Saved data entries
★ ★ ★ ★ ★ ★ ★

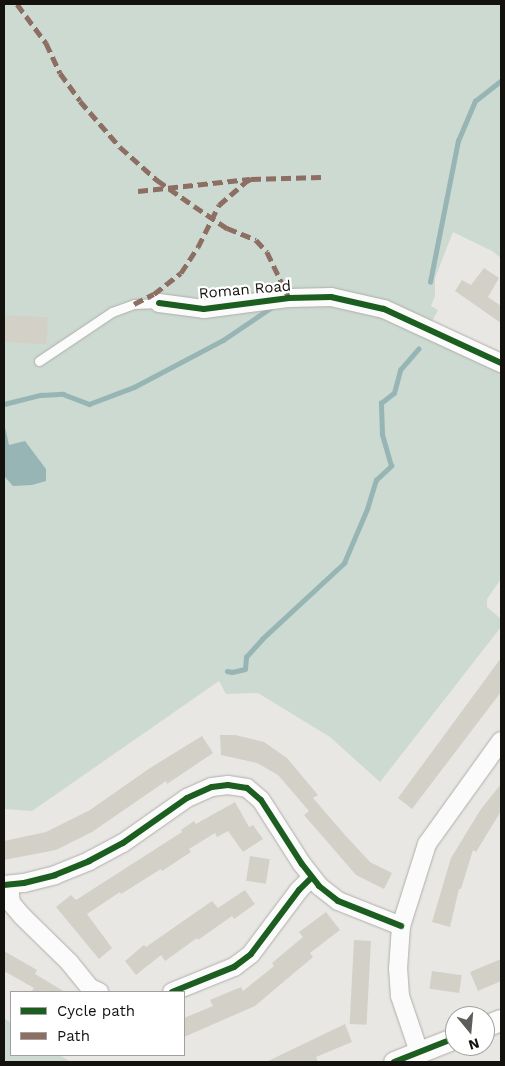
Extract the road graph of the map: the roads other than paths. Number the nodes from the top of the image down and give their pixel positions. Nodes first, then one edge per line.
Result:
1 (159, 303) joint
2 (39, 360) dead end
3 (501, 364) edge
4 (498, 751) edge
5 (312, 877) junction
6 (6, 885) edge
7 (401, 926) junction
8 (97, 991) edge
9 (174, 991) edge
10 (445, 1042) edge
11 (419, 1052) junction
12 (394, 1062) edge

1 - 2 lane
1 - 3 street, Roman Road
4 - 7 street
5 - 6 street
5 - 7 street
5 - 9 street
6 - 8 street
7 - 11 street
10 - 11 street
11 - 12 street

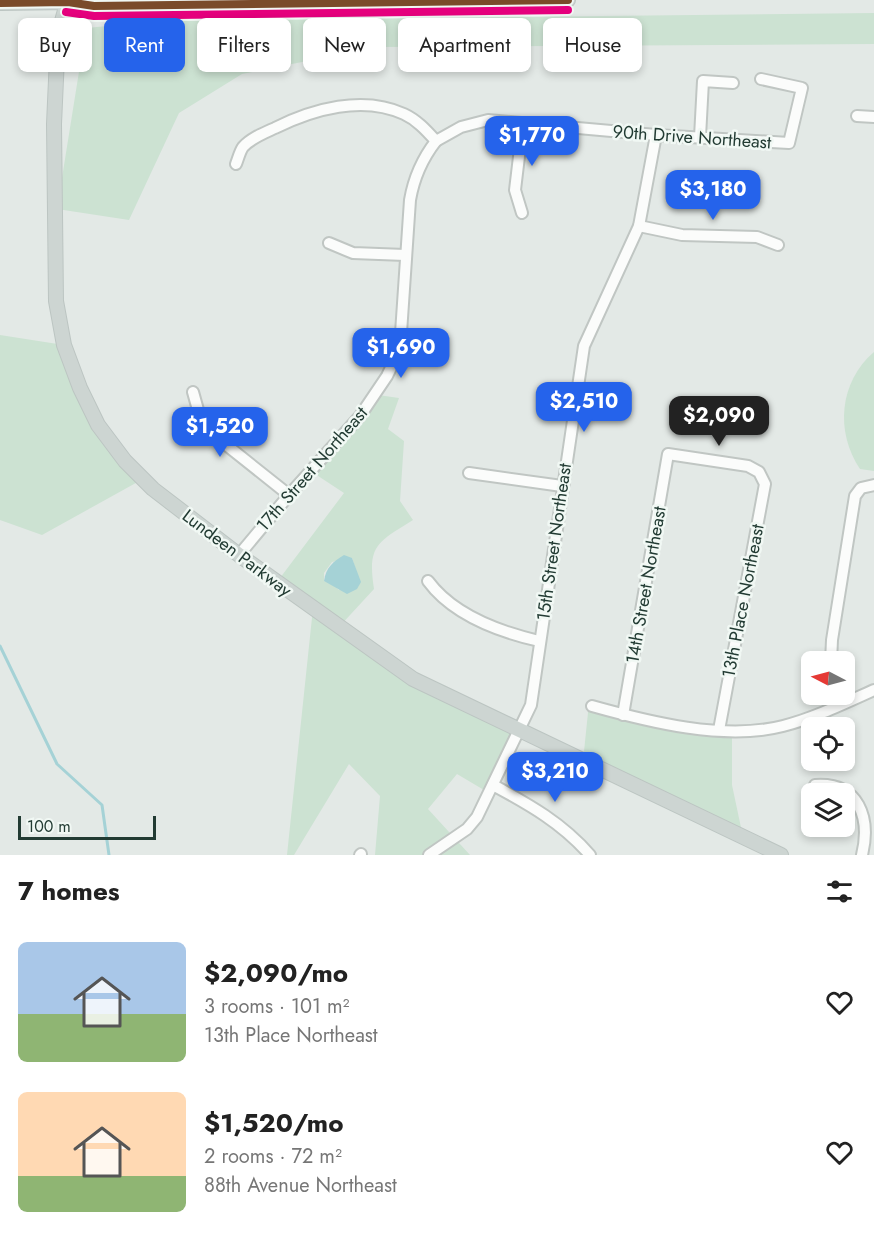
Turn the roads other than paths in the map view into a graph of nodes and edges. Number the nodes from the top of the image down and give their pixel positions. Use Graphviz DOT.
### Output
graph roads {
  1 [pos="568,0"];
  2 [pos="68,1"];
  3 [pos="0,3"];
  4 [pos="761,79"];
  5 [pos="733,82"];
  6 [pos="856,116"];
  7 [pos="874,117"];
  8 [pos="523,123"];
  9 [pos="656,135"];
  10 [pos="700,137"];
  11 [pos="436,141"];
  12 [pos="236,164"];
  13 [pos="522,213"];
  14 [pos="639,226"];
  15 [pos="329,243"];
  16 [pos="778,245"];
  17 [pos="405,255"];
  18 [pos="193,392"];
  19 [pos="669,454"];
  20 [pos="469,473"];
  21 [pos="874,485"];
  22 [pos="562,486"];
  23 [pos="289,495"];
  24 [pos="239,555"];
  25 [pos="428,581"];
  26 [pos="539,641"];
  27 [pos="832,651"];
  28 [pos="873,692"];
  29 [pos="855,695"];
  30 [pos="829,705"];
  31 [pos="592,706"];
  32 [pos="623,715"];
  33 [pos="719,730"];
  34 [pos="519,731"];
  35 [pos="493,785"];
  36 [pos="855,800"];
  37 [pos="429,855"];
  38 [pos="590,855"];
  39 [pos="781,855"];
  40 [pos="862,855"];
  1 -- 2 [label="main road"];
  2 -- 3 [label="main road"];
  2 -- 24 [label="main road, Lundeen Parkway"];
  4 -- 10 [label="street, 90th Drive Northeast"];
  5 -- 10 [label="street"];
  6 -- 7 [label="street"];
  8 -- 9 [label="street, 90th Drive Northeast"];
  8 -- 11 [label="street, 90th Drive Northeast"];
  8 -- 13 [label="street"];
  9 -- 10 [label="street, 90th Drive Northeast"];
  9 -- 14 [label="street, 15th Street Northeast"];
  11 -- 12 [label="street"];
  11 -- 17 [label="street, 17th Street Northeast"];
  14 -- 16 [label="street"];
  14 -- 22 [label="street, 15th Street Northeast"];
  15 -- 17 [label="street"];
  17 -- 23 [label="street, 17th Street Northeast"];
  18 -- 23 [label="street"];
  19 -- 32 [label="street, 14th Street Northeast"];
  19 -- 33 [label="street, 13th Place Northeast"];
  20 -- 22 [label="street"];
  21 -- 27 [label="street"];
  22 -- 26 [label="street, 15th Street Northeast"];
  23 -- 24 [label="street, 17th Street Northeast"];
  24 -- 34 [label="main road, Lundeen Parkway"];
  25 -- 26 [label="street"];
  26 -- 34 [label="street, 15th Street Northeast"];
  28 -- 29 [label="street"];
  30 -- 33 [label="street"];
  31 -- 32 [label="street"];
  32 -- 33 [label="street"];
  34 -- 35 [label="street, 15th Street Northeast"];
  34 -- 39 [label="main road, Lundeen Parkway"];
  35 -- 37 [label="street, 15th Street Northeast"];
  35 -- 38 [label="street"];
  36 -- 40 [label="street"];
}
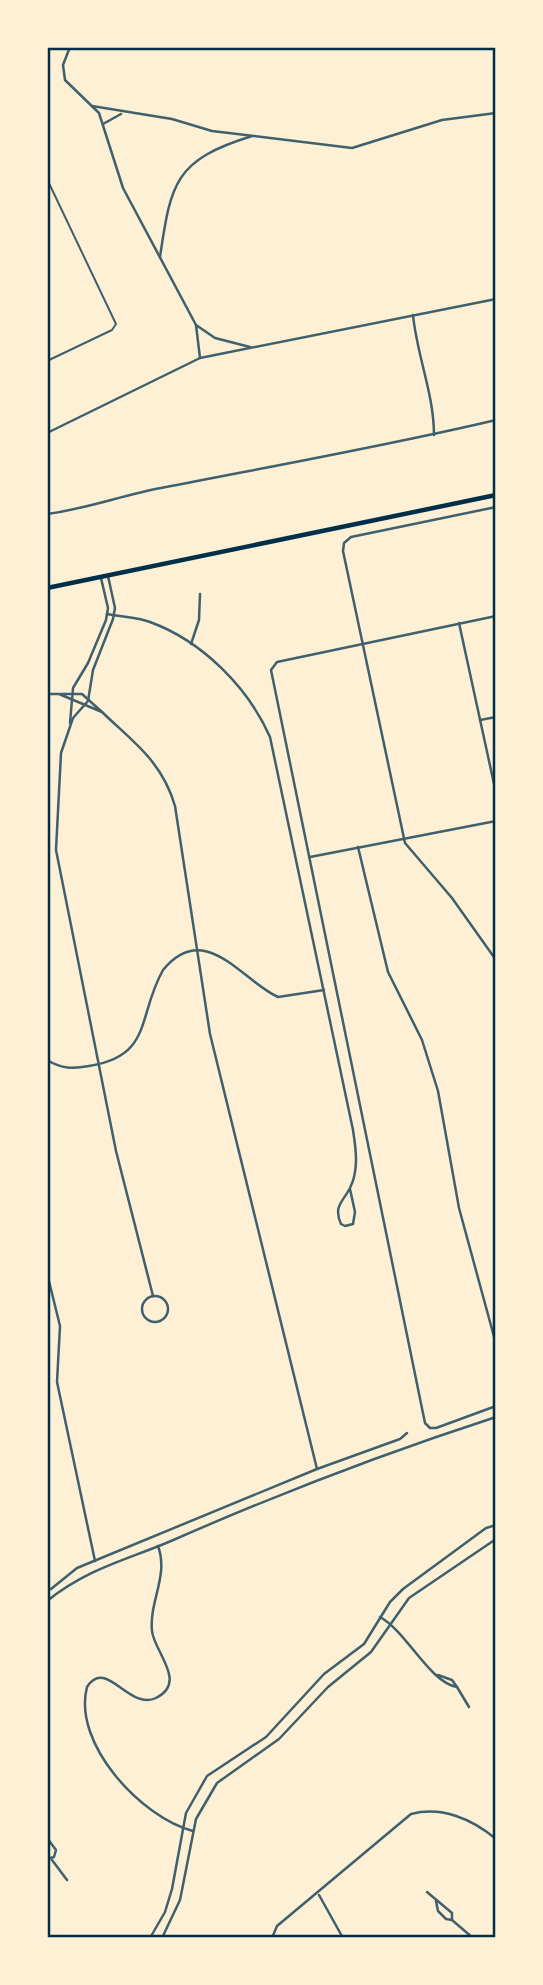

★ ★ ★ ★ ★ ★ ★

DIRECTIONS FOR THIS TASK →
Among the records, how many lines include the string "paths"? State the number and add nothing.

TASK RESPONSE →
2